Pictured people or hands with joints
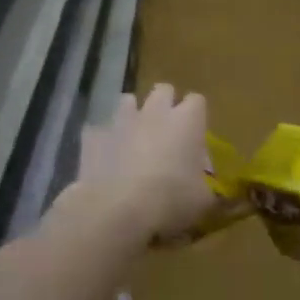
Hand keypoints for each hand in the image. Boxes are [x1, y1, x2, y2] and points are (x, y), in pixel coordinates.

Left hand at [74, 85, 215, 244]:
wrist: (116, 209)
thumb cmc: (170, 200)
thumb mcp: (202, 200)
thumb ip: (206, 186)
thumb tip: (205, 185)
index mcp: (187, 122)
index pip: (197, 101)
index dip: (196, 116)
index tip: (196, 135)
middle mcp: (154, 112)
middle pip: (163, 90)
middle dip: (165, 104)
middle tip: (166, 130)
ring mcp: (121, 121)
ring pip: (127, 101)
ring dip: (132, 115)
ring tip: (133, 138)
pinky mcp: (93, 136)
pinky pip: (98, 129)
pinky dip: (103, 140)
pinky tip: (105, 157)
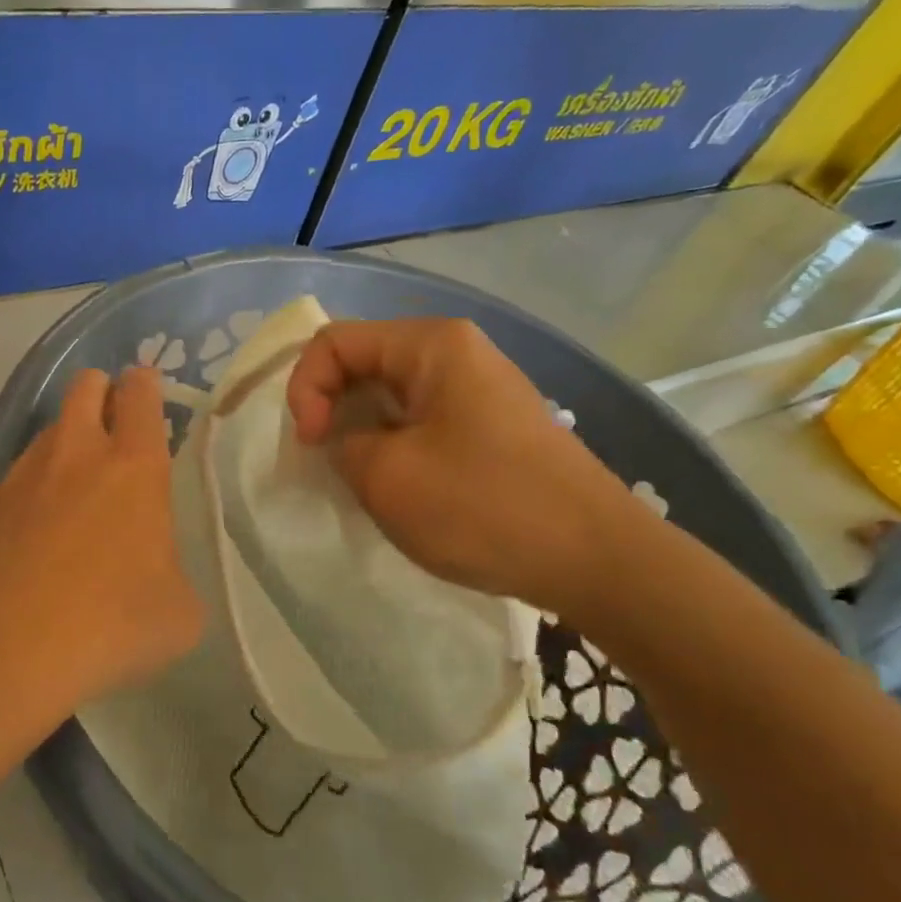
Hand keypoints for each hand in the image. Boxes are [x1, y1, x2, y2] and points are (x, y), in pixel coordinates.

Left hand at [0, 367, 203, 713]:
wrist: (9, 648)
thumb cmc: (111, 622)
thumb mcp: (179, 613)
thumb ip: (174, 577)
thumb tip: (158, 577)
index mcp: (133, 467)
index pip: (140, 396)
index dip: (145, 383)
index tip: (147, 386)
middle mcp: (76, 456)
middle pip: (85, 388)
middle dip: (101, 389)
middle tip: (113, 416)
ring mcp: (24, 477)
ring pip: (49, 430)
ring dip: (67, 439)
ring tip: (76, 481)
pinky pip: (18, 476)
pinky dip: (34, 486)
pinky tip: (38, 528)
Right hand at [285, 318, 649, 616]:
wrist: (595, 559)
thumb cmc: (483, 506)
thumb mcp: (385, 476)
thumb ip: (340, 444)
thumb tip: (344, 440)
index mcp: (432, 345)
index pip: (334, 342)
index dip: (305, 388)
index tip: (310, 443)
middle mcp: (457, 352)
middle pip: (363, 362)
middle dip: (331, 408)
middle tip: (325, 461)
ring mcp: (479, 389)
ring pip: (390, 395)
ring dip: (360, 431)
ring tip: (359, 478)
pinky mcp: (490, 426)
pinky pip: (420, 420)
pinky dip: (392, 445)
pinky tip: (399, 486)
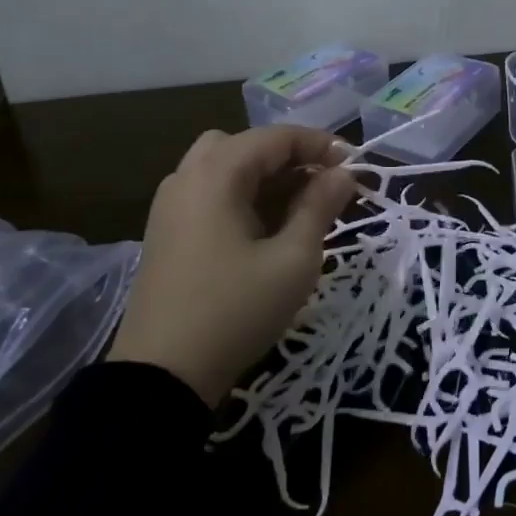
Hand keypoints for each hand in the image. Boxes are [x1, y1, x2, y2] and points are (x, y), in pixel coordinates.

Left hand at [107, 126, 356, 405]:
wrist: (160, 378)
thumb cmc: (236, 311)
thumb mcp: (293, 260)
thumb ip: (320, 207)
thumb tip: (342, 174)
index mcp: (216, 174)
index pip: (276, 137)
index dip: (320, 145)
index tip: (354, 167)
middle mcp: (187, 177)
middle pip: (246, 144)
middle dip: (288, 157)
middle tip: (321, 185)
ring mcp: (170, 205)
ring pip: (224, 166)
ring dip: (263, 175)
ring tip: (296, 207)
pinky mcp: (164, 232)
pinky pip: (208, 192)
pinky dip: (240, 194)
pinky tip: (263, 228)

WHAT NEEDS TO BE DONE – The response must hold only the lines above from the line with "pinky pip: (18, 476)" through the line with "pinky pip: (420, 420)", each copied exactly, both ends kept.

WRITTEN SOLUTION –
pinky pip: (18, 476)
pinky dip: (34, 486)
pinky tip: (38, 528)
Right hand at [285, 318, 649, 616]:
wrist: (595, 559)
thumb cmc: (483, 506)
thumb mcp: (385, 476)
thumb ip: (340, 444)
thumb tip: (344, 440)
index mcp: (432, 345)
index pip: (334, 342)
index dip: (305, 388)
index tip: (310, 443)
middle mcp: (457, 352)
middle pip: (363, 362)
middle dip: (331, 408)
middle tip: (325, 461)
ring mcp: (479, 389)
ring pip: (390, 395)
ring dip: (360, 431)
ring tip: (359, 478)
pinky mcp: (490, 426)
pinky pip: (420, 420)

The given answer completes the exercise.